Представим себе отношения Иисуса и центуриона в обычной иерархии. Иисус, в отличие от Павла, не римский гражданин, Он — представитель покоренного народа, маленькой страны, слишком незначительной даже для того, чтобы быть выделенной в качестве особой провинции; Он — нищий бродяга (“Сын Человеческий не имеет, где приклонить голову”, — сказано в той же главе Евангелия от Матфея). В социальной структуре положение такого человека не намного выше раба. Центурион, офицер — опора римской власти, он командует сотней человек, каждый из которых скорее от иудея ждет обращения “господин”, чем сам к нему так обратится. Но этот римский сотник способен увидеть и другую сторону отношений: он знает, что иудеи ощущают свое избранничество и превосходство, и смиренно признает это, прося о заступничестве старейшин; обращаясь к Иисусу, он столь же смиренно признает Его “господином”. Римляне славны искусством государственного строительства, тот же сотник отлично помнит свое положение в иерархии, свою “срединность” между низшими и высшими (“Ибо я и подвластный человек, но, имея у себя в подчинении воинов...”), однако оказывается, что для римлянина социальные отношения отнюдь не застывшая данность, они строятся индивидуально, как строит их сотник с иудейскими старейшинами, они могут быть перевернуты, обратиться в противоположность, как произошло это при обращении сотника к Иисусу.
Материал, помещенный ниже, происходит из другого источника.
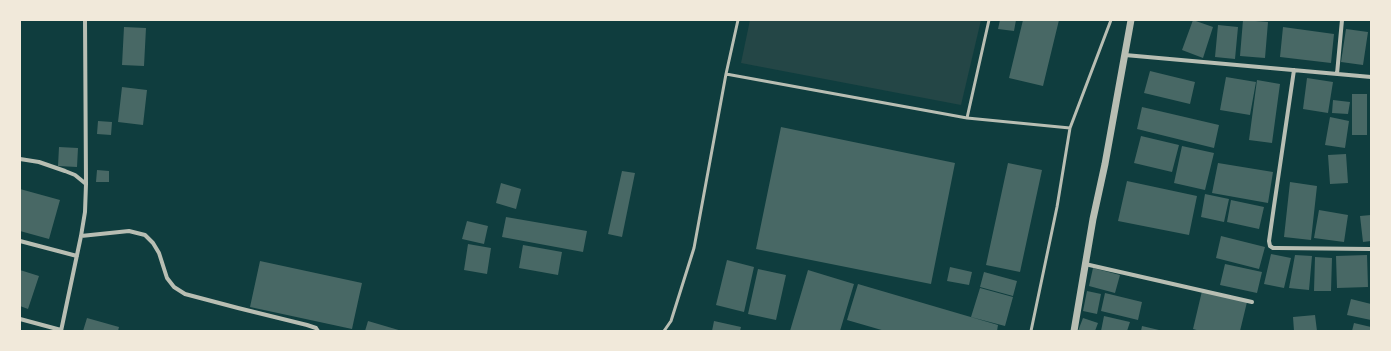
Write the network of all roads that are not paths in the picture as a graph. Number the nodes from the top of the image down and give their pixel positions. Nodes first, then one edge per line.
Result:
1 (85, 20) edge
2 (738, 20) edge
3 (989, 20) edge
4 (1111, 20) edge
5 (1131, 20) edge
6 (1342, 20) edge
7 (1124, 55) junction
8 (1294, 70) junction
9 (726, 74) junction
10 (1337, 74) junction
11 (1371, 77) edge
12 (968, 118) junction
13 (1070, 128) junction
14 (20, 159) edge
15 (86, 184) junction
16 (81, 236) junction
17 (20, 242) edge
18 (1371, 249) edge
19 (77, 256) junction
20 (1085, 264) junction
21 (1252, 302) dead end
22 (20, 319) edge
23 (61, 330) edge
24 (318, 331) edge
25 (664, 331) edge
26 (1031, 331) edge
27 (1074, 331) edge

1 - 15 street
2 - 9 lane
3 - 12 lane
4 - 13 lane
5 - 7 street
6 - 10 street
7 - 8 street
7 - 20 street
8 - 10 street
8 - 18 street
9 - 12 lane
9 - 25 lane
10 - 11 street
12 - 13 lane
13 - 26 lane
14 - 15 street
15 - 16 street
16 - 19 street
16 - 24 street
17 - 19 street
19 - 23 street
20 - 21 street
20 - 27 street
22 - 23 street

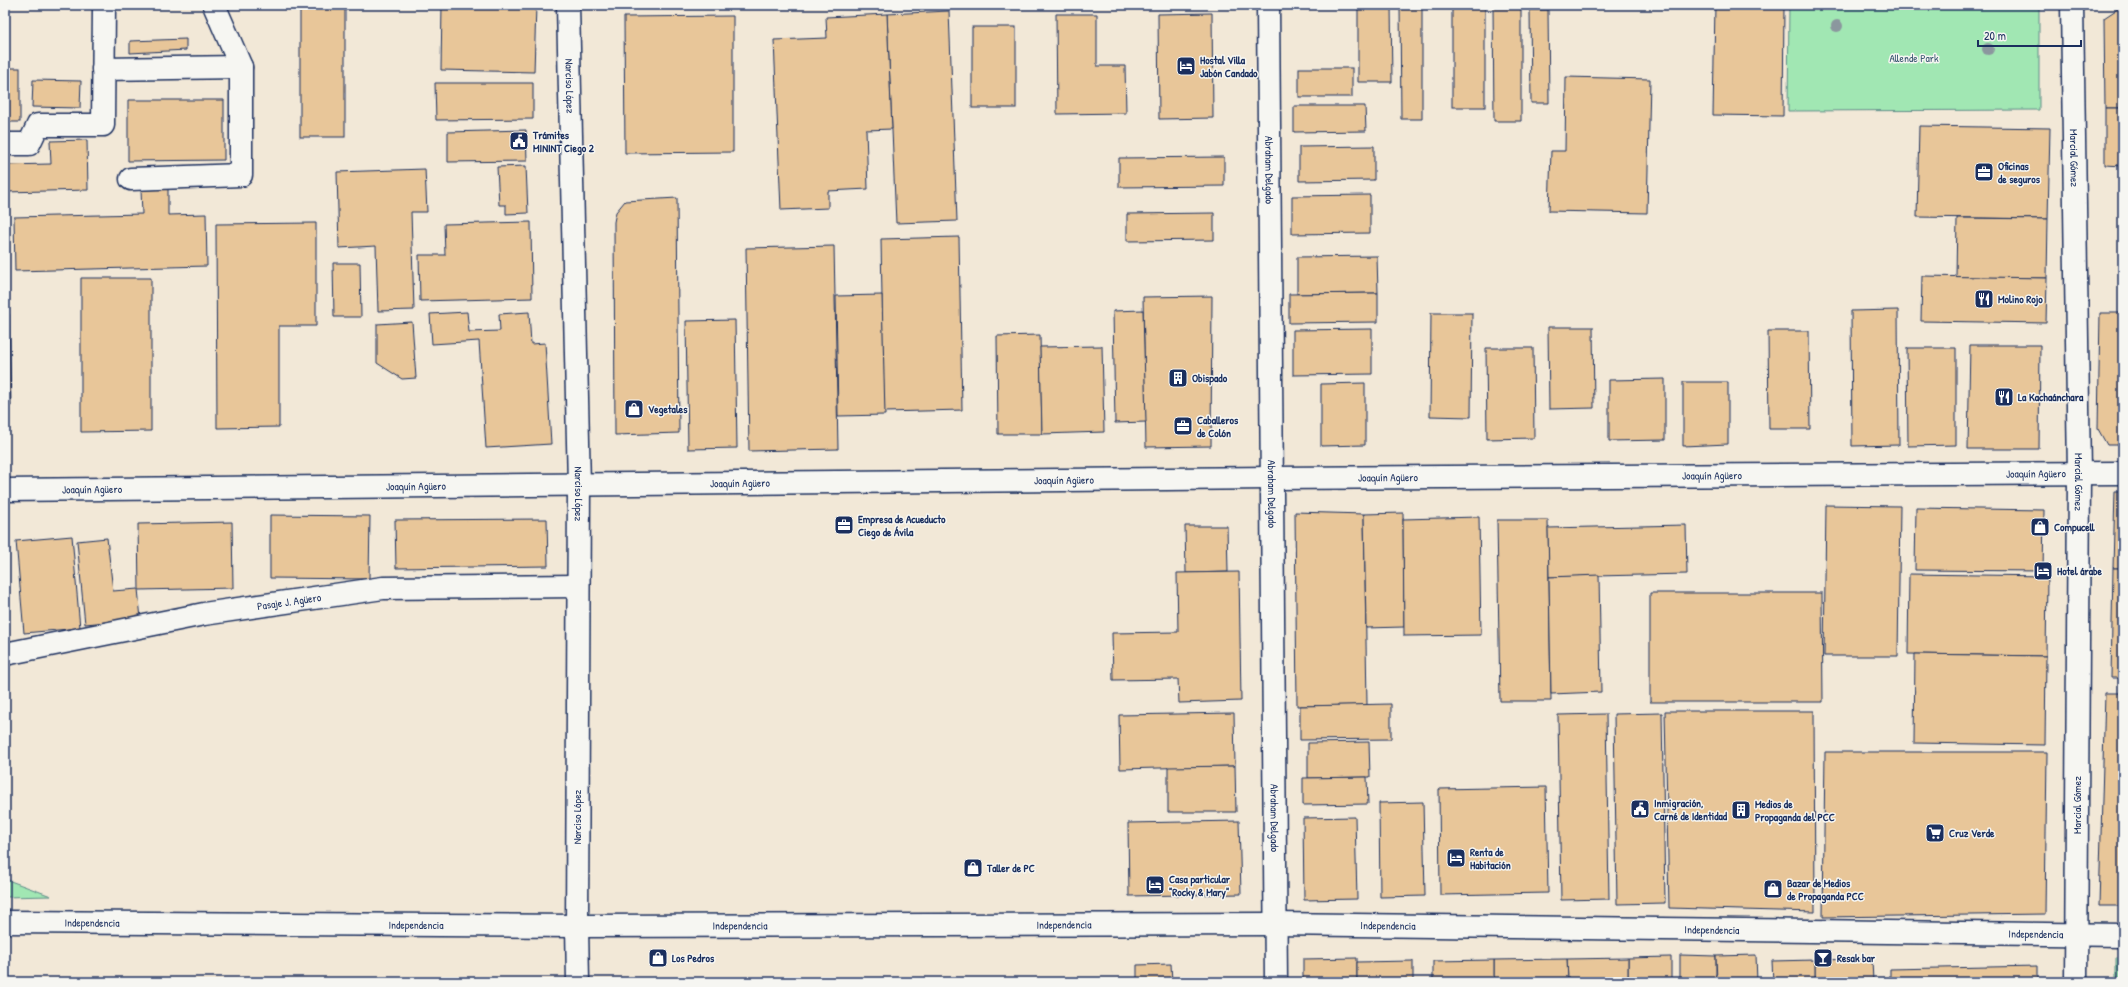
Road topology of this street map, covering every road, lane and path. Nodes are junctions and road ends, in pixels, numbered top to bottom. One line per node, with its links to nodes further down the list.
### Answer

Римский мир, римская литература, сама латынь пронизаны именно такими отношениями — неравными (старший и младший, дающий и принимающий, гражданин и чужак), но равно необходимыми для обеих сторон. Столетием раньше этого сотника Катулл говорит своей красавице, что он ее не только “amat” (любит) как подружку, но и “diligit” (дорожит, ценит), как отец сыновей и тесть — зятьев. Когда-то этот стих цитировался как доказательство бедности языка: латынь неразвита, любовной лирики на тот момент почти не существует, “amo” ассоциируется с плотским желанием, а потому свое утонченное, по греческому образцу выстроенное чувство поэту приходится пояснять столь странным в наших глазах сопоставлением с родственным уважением. Так, может быть, не латынь бедна, а наши сердца оскудели, если утрачено сходство между связью, соединяющей влюбленных, и той, что сближает поколения и ветви семьи, если не востребован глагол, передающий притяжение противоположностей (пола, возраста, положения), взаимное признание и постоянный труд души (diligo — того же корня, что religio и eligo — “выбирать”).